Friday, August 22, 2008

Russia plans to maintain grip on Poti, Senaki [civil.ge]

Civil Georgia, Tbilisi / 22 Aug.'08 / 18:45

http://civil.ge/eng/article.php?id=19261


A Russian army map outlining the Russian troops’ planned deployment in Georgia shows they have no intention to give up control over Senaki and the port town of Poti.

In Moscow, the deputy chief of general staff of the Russian armed forces, Anatoly Nogovitsin, showed a map detailing what he said would be “zone of responsibility” of the Russian “peacekeepers.”

This includes checkpoints at Nabada, just outside Poti, and in Senaki, a town less than 40 kilometers away from Poti.

Georgia’s key military base and strategic airfield are located in Senaki.

“Airfield in Senaki is also part of the zone of responsibility of the Russian peacekeepers,” Nogovitsin said.

On the eastern front, in the South Ossetian conflict zone the Russian troops’ “zone of responsibility” includes southern areas from the South Ossetian administrative border. The zone even includes some portions of the Georgia’s major east-west highway – in particular at the village of Shavshvebi and Agara. The town of Gori itself is not part of the zone.

“Our forces will be pulled back to these zones of responsibility today,” Nogovitsin said.

The Russian forces started removing their checkpoints and roadblocks from some of the locations deep inside the Georgian territories, including from Gori and Igoeti.

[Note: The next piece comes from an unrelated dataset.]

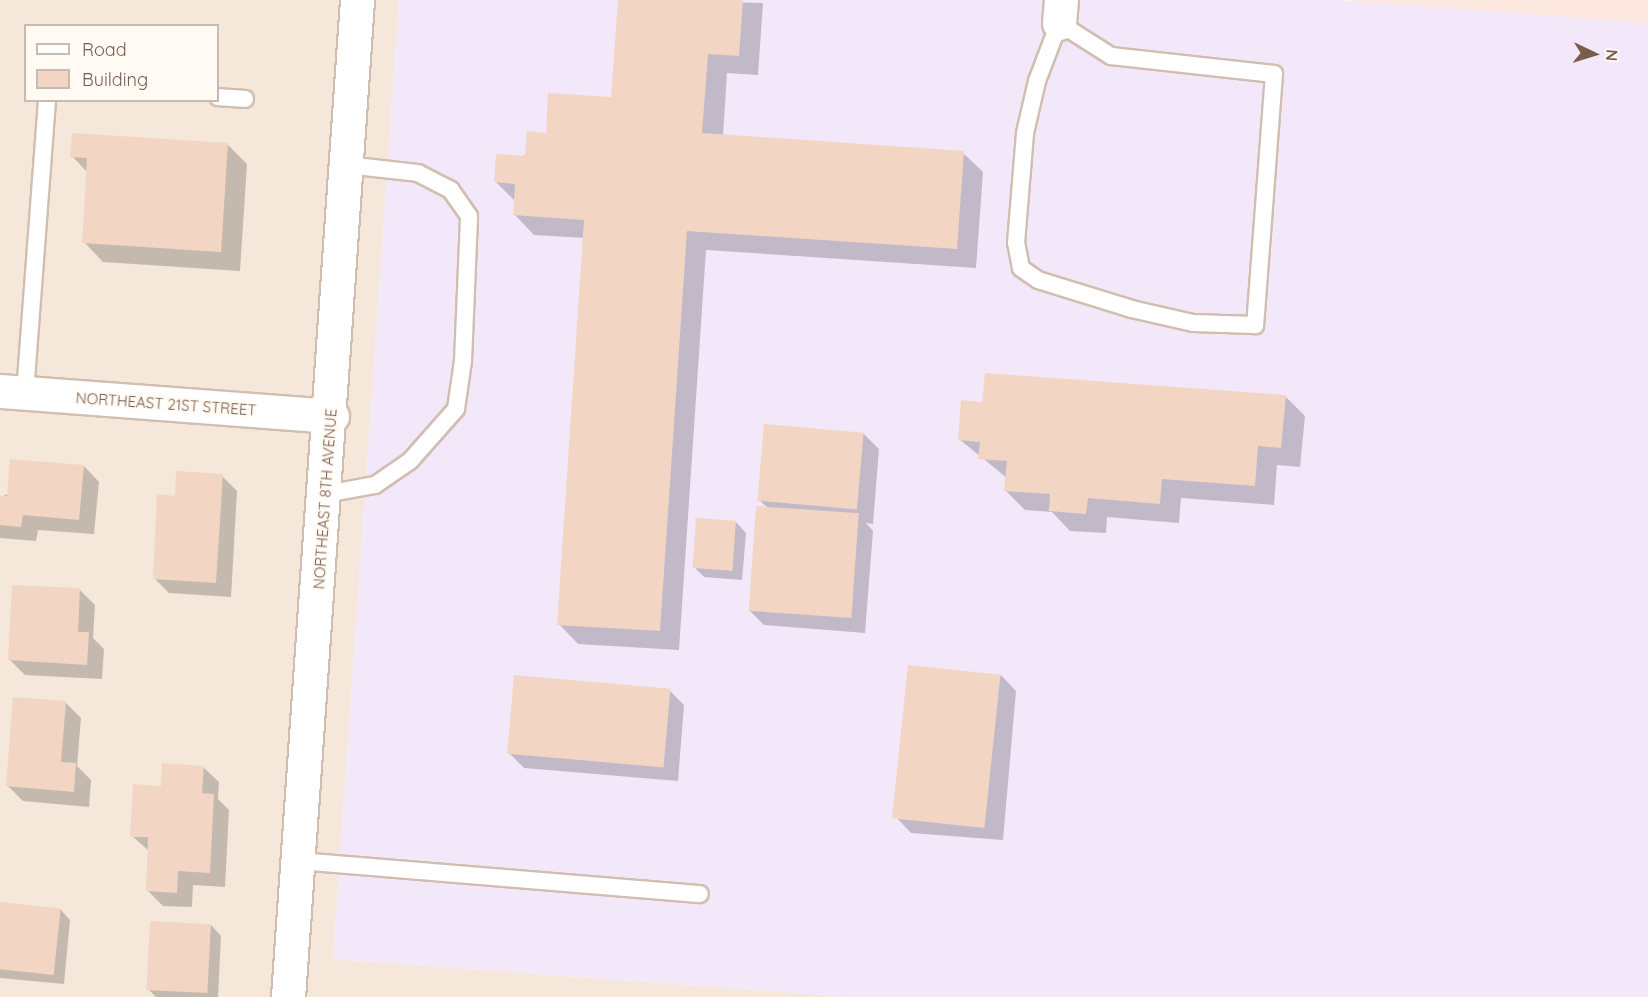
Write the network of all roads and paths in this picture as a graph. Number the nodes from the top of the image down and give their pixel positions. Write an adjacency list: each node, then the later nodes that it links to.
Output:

But there was no sign of the Russian troops’ withdrawal from the entrance of Poti.

“We will not and the world will not let the Russian forces to increase their zone activity deep inside the Georgian territory,” Davit Kezerashvili, the Georgian defense minister, said on August 22.

It also emerged on August 22, that Russia plans to keep 2,142 soldiers in Abkhazia as part of its peacekeeping forces.

Nogovitsin said that 109 armored personnel carriers (APC) – BTR-80s and BTR-70s; fourteen APCs of BTR-R145 type and four armored patrol vehicles – BRDM, as well as 34 mortar launchers will also remain in Abkhazia. The military unit in Abkhazia, he said, would also be supported by two Mi-24 combat helicopters and two Mi-8 helicopters.